GIVEN RECORDS:
*** Begin section ***
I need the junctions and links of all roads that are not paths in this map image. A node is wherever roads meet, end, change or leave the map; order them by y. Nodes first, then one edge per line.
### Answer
*** End section ***
*** Begin section ***
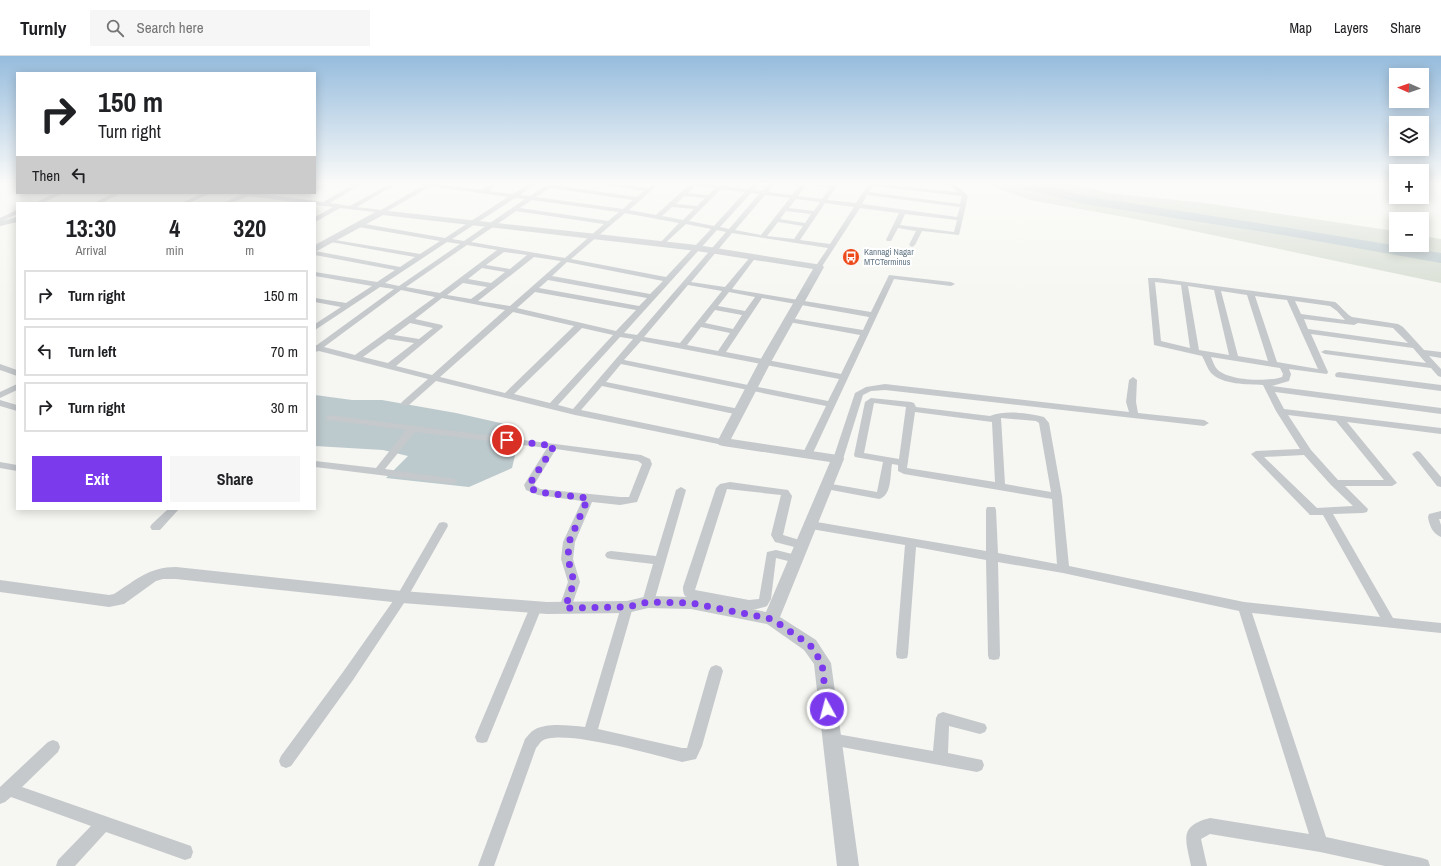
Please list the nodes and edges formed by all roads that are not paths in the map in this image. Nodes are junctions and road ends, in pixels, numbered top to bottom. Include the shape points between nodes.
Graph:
*** End section ***
*** Begin section ***
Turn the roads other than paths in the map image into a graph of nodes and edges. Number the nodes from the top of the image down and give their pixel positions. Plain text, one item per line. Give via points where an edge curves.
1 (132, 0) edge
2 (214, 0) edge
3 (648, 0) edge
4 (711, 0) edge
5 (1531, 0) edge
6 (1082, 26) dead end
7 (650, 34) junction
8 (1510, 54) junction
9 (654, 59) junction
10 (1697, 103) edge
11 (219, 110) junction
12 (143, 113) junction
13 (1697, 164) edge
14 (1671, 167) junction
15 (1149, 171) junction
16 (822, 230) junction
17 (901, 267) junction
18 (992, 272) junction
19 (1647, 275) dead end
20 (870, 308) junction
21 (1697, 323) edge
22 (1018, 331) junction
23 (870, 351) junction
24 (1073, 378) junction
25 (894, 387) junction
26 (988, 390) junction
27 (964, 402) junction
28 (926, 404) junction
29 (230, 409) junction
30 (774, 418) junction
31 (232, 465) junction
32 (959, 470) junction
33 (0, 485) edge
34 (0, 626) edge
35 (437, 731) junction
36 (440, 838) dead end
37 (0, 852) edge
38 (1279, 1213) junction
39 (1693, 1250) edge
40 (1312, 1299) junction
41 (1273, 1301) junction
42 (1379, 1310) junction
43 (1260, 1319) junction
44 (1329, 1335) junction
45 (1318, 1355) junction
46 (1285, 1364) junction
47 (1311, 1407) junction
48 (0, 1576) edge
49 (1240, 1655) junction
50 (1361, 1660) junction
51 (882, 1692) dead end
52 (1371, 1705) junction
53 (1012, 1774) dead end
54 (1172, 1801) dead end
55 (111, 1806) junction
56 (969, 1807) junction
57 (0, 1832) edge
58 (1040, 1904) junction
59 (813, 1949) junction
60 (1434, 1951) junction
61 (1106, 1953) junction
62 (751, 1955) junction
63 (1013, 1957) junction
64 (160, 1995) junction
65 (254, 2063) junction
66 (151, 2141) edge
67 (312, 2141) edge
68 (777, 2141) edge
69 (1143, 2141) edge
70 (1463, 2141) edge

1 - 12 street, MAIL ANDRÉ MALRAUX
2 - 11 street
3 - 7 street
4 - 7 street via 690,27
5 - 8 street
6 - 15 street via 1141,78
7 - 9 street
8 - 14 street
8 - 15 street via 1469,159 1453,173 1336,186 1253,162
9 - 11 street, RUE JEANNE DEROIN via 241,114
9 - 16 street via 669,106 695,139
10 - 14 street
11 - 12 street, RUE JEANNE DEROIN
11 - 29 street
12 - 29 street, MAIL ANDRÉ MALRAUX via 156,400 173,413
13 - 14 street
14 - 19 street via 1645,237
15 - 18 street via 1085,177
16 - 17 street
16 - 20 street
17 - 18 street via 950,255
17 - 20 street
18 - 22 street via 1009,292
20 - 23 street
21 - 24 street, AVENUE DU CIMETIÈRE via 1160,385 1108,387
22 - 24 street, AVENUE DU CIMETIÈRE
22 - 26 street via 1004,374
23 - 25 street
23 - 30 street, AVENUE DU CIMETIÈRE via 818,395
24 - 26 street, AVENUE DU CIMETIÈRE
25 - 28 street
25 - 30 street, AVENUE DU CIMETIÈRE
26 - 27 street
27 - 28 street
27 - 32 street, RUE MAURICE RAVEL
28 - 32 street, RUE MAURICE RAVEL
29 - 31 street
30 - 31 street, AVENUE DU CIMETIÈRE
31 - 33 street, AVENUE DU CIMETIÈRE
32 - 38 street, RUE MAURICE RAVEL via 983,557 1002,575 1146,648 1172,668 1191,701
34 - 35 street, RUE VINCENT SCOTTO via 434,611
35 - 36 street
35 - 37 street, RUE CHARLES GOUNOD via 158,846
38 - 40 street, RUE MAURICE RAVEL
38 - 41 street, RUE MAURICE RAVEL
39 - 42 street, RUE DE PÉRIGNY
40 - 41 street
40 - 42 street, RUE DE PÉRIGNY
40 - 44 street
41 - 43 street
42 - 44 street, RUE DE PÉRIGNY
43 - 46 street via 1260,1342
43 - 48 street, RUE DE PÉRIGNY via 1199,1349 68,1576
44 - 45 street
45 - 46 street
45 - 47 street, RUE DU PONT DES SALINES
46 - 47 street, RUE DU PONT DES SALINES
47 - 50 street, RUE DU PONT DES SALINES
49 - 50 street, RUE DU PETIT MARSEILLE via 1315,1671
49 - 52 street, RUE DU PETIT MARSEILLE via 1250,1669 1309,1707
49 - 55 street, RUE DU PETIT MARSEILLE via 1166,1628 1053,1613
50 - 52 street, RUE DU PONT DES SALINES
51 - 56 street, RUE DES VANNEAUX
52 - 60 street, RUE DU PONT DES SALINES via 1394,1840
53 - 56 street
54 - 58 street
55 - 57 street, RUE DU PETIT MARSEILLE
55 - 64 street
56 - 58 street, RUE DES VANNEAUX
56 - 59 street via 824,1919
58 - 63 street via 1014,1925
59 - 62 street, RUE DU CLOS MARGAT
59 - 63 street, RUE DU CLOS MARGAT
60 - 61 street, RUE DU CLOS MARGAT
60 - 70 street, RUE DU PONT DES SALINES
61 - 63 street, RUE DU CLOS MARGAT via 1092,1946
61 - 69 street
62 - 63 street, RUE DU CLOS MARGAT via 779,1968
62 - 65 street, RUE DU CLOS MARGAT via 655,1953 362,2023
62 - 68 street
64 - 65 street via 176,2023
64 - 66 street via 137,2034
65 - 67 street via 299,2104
*** End section ***
INSTRUCTIONS TO FOLLOW: Whenever the string "this" appears on a line of the material, that line counts; report the count and nothing else.

SOLUTION: 2